In 2021, researchers conducted another comparative study (expected to be published in Pharmacopeial Forum in Q1 2023), this time looking at natural endotoxin contamination. Researchers spiked four parenteral products with natural water to simulate a purification system breach, and then tested the products using LAL and rFC methods. Results demonstrated that rFC assays can be comparable to LAL-based methods across various product matrices.
Global regulations also support rFC assays, with the rFC assay being either a compendial or alternative method as per several pharmacopeias (Table 1).
Table 1: rFC assay status according to the European, Chinese, United States, and Japanese pharmacopeias.
Besides being supporting by numerous studies and regulations, rFC tests have been — and continue to be — widely used. Eli Lilly’s Emgality was the first FDA-approved drug released using rFC, back in 2018. Since then, regulatory bodies around the world have approved many other drugs tested using rFC. Our latest market data indicates hundreds of organisations, spanning more than thirty countries and an array of pharmaceutical industry segments, currently use rFC for BET.
Straightforward validation
The rFC assay’s status as a non-pharmacopeial assay in the US and Japan means laboratories must validate it for use with products destined for global distribution. The added validation process has prevented some manufacturers from using rFC. However, the validation process is significantly easier than laboratories presume.
Assuming a laboratory has already validated a quantitative LAL-based method for its product, QC personnel can validate rFC in as little as five days. The validation process is identical to that used for LAL-based methods, with just one added step — “validation of alternative method” (figure 3).

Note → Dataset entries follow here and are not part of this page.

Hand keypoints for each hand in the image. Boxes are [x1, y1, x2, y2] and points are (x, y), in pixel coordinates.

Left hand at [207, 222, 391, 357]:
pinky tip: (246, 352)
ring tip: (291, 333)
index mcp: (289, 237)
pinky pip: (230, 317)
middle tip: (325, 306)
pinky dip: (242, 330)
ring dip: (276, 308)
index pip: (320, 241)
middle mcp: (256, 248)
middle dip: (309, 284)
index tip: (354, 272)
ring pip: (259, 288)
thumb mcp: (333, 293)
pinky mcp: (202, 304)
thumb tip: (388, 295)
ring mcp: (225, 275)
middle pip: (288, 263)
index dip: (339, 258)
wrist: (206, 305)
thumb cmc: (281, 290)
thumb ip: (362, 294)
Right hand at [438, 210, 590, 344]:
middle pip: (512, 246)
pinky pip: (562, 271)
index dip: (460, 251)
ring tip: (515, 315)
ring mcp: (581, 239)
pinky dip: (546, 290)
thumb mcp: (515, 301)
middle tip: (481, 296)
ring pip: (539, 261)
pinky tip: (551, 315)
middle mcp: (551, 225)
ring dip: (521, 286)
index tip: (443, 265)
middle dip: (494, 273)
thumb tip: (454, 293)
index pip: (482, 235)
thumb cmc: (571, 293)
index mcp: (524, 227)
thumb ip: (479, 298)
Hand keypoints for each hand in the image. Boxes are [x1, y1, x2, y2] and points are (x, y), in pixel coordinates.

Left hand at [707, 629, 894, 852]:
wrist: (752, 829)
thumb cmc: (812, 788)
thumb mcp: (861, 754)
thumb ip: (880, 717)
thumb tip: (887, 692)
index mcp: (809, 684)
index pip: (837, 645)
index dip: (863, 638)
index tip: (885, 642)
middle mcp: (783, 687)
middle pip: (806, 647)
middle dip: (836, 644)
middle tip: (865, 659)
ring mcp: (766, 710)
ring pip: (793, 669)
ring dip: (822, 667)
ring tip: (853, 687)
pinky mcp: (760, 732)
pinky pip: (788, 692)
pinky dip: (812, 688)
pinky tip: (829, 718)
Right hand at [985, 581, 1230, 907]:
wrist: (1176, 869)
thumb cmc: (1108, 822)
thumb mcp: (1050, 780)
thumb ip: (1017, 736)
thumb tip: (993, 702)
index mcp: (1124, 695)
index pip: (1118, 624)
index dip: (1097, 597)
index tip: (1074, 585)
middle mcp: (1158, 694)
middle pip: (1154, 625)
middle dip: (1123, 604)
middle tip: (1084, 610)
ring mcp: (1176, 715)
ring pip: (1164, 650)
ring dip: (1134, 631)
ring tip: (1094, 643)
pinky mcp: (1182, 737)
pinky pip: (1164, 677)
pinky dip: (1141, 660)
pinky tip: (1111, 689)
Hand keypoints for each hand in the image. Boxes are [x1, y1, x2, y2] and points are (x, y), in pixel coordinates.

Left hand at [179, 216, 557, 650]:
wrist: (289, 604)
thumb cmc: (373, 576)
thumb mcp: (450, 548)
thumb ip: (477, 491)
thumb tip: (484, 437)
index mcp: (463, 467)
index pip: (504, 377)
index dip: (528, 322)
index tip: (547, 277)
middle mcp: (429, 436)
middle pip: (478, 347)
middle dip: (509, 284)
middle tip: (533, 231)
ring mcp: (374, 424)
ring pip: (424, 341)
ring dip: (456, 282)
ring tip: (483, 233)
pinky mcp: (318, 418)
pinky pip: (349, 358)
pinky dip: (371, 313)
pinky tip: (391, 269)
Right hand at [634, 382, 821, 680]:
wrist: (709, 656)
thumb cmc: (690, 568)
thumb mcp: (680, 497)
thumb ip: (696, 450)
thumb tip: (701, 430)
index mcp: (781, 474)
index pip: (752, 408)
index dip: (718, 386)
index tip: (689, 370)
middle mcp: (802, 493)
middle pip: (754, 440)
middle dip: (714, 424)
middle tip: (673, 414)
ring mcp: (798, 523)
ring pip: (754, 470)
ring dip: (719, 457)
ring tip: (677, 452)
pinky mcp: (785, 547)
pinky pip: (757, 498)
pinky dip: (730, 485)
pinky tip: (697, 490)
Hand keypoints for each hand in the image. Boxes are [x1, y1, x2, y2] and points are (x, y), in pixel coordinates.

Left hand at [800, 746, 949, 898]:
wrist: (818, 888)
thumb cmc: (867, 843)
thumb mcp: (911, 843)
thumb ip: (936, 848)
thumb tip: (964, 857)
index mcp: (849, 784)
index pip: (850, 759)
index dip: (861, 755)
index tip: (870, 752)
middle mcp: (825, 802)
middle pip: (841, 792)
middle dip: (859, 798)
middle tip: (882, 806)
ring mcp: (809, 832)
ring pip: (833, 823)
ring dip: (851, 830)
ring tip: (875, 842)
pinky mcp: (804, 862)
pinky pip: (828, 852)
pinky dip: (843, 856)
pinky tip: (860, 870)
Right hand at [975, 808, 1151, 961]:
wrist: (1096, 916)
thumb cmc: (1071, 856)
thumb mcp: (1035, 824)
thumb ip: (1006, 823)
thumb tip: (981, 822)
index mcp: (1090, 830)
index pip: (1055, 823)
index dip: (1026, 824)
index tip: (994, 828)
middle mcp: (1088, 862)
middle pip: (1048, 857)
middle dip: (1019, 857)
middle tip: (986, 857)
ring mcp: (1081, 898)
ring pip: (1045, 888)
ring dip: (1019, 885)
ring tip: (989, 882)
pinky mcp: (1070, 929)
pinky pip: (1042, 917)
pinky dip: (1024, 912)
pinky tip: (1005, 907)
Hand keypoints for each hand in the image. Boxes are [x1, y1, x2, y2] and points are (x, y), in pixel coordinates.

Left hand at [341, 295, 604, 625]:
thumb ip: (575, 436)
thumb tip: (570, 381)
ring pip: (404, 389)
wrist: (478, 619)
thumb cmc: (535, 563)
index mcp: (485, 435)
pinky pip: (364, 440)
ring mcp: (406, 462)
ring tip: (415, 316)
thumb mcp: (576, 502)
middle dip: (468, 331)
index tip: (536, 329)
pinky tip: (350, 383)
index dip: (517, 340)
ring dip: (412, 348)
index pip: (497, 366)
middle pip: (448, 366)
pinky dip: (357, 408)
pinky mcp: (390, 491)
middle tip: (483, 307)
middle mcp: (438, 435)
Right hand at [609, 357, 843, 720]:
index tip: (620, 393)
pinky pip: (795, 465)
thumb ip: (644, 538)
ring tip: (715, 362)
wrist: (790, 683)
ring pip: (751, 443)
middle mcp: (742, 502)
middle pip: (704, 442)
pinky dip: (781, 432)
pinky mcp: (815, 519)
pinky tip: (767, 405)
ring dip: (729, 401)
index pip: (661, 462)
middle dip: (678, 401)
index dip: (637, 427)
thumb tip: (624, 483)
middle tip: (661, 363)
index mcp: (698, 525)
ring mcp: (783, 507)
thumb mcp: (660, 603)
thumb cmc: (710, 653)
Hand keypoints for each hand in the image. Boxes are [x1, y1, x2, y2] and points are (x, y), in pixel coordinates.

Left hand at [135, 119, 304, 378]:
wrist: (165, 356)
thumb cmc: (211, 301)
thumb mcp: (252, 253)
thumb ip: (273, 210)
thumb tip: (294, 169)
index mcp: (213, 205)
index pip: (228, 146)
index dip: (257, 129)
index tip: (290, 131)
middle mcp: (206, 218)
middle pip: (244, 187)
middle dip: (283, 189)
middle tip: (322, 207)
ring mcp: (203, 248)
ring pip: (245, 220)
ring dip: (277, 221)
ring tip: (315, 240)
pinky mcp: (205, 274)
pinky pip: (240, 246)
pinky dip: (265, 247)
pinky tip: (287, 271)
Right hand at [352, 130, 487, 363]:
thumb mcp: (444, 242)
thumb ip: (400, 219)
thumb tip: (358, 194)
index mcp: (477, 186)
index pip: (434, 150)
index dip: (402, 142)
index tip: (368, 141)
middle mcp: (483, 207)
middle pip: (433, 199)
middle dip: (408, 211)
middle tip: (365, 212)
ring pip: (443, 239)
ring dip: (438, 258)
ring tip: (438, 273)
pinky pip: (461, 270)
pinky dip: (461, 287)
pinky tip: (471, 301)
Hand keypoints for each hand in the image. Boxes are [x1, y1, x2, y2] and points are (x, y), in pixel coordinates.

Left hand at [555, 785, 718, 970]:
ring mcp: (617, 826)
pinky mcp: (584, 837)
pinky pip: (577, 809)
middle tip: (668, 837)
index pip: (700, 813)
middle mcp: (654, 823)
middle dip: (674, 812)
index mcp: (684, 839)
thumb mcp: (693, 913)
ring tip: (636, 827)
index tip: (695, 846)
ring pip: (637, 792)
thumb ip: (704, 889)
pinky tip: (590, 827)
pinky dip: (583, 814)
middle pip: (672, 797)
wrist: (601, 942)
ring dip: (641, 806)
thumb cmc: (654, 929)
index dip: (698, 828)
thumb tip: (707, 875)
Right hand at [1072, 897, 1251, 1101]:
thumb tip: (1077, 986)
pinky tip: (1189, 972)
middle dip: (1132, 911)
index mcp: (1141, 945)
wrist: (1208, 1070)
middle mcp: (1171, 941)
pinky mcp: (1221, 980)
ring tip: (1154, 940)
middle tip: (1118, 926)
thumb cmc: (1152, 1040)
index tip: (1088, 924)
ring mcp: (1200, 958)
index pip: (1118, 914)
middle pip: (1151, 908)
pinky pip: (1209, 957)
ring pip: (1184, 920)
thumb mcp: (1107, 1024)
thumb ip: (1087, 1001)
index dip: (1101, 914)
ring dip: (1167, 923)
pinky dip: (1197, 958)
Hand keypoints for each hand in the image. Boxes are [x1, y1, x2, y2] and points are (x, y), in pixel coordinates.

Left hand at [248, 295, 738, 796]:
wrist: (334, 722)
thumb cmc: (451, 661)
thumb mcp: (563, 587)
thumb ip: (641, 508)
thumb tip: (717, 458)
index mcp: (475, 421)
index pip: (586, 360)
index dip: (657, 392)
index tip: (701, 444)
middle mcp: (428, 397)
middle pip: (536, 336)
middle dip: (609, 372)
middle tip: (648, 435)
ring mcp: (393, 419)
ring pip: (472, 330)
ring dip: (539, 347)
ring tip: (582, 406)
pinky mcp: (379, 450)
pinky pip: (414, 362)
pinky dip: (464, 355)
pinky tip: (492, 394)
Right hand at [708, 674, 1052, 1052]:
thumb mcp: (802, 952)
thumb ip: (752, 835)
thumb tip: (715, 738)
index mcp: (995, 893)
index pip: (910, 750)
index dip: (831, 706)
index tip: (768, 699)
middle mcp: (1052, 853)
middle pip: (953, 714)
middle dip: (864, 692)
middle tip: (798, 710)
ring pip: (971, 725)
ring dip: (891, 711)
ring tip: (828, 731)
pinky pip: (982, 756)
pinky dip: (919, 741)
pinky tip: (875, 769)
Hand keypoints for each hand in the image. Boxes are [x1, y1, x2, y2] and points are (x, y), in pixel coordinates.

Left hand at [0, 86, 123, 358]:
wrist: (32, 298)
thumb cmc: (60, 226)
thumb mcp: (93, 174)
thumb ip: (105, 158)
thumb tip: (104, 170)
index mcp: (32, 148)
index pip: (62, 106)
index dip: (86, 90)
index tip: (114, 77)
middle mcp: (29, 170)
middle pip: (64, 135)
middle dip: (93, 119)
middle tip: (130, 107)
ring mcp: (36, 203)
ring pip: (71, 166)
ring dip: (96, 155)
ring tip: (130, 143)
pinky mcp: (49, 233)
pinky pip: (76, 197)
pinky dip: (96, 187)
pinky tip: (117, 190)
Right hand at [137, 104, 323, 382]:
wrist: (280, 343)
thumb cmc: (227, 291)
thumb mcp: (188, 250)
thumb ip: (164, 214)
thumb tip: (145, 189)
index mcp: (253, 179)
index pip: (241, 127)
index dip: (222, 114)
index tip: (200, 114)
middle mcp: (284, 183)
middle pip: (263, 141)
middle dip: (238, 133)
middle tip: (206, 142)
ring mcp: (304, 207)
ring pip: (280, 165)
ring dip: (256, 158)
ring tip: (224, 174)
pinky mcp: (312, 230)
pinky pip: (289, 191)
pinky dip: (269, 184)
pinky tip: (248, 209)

While the validation procedure is straightforward enough, BET product vendors offer solutions that further streamline the process. For example, some vendors provide a full, easy-to-follow validation protocol with rFC products, and plate readers are available that can accommodate multiple testing types, including rFC, in a single instrument. The latter means lab personnel can directly compare results when evaluating traditional and alternative methods, saving time and space during validation. What’s more, endotoxin detection and analysis software is available that can accommodate multiple BET methods, including rFC, regardless of hardware platform, with the most advanced solutions also supporting rFC assay automation. Lab personnel don’t therefore require any additional software training for adopting rFC assays, and rFC testing post-validation can be as efficient as automated LAL-based testing.
Future-proofed QC operations
BET is critical for the safe release of injectables and parenteral pharmaceuticals. But demand for LAL-based assays is projected to grow rapidly in coming years. The rFC assay is a sustainable alternative option, with proven equivalence to LAL-based methods, and boasting many advantages for QC labs. Most importantly, making the transition from LAL-based methods to rFC is easier than QC personnel commonly perceive, and BET vendors are stepping up to help make the process even simpler.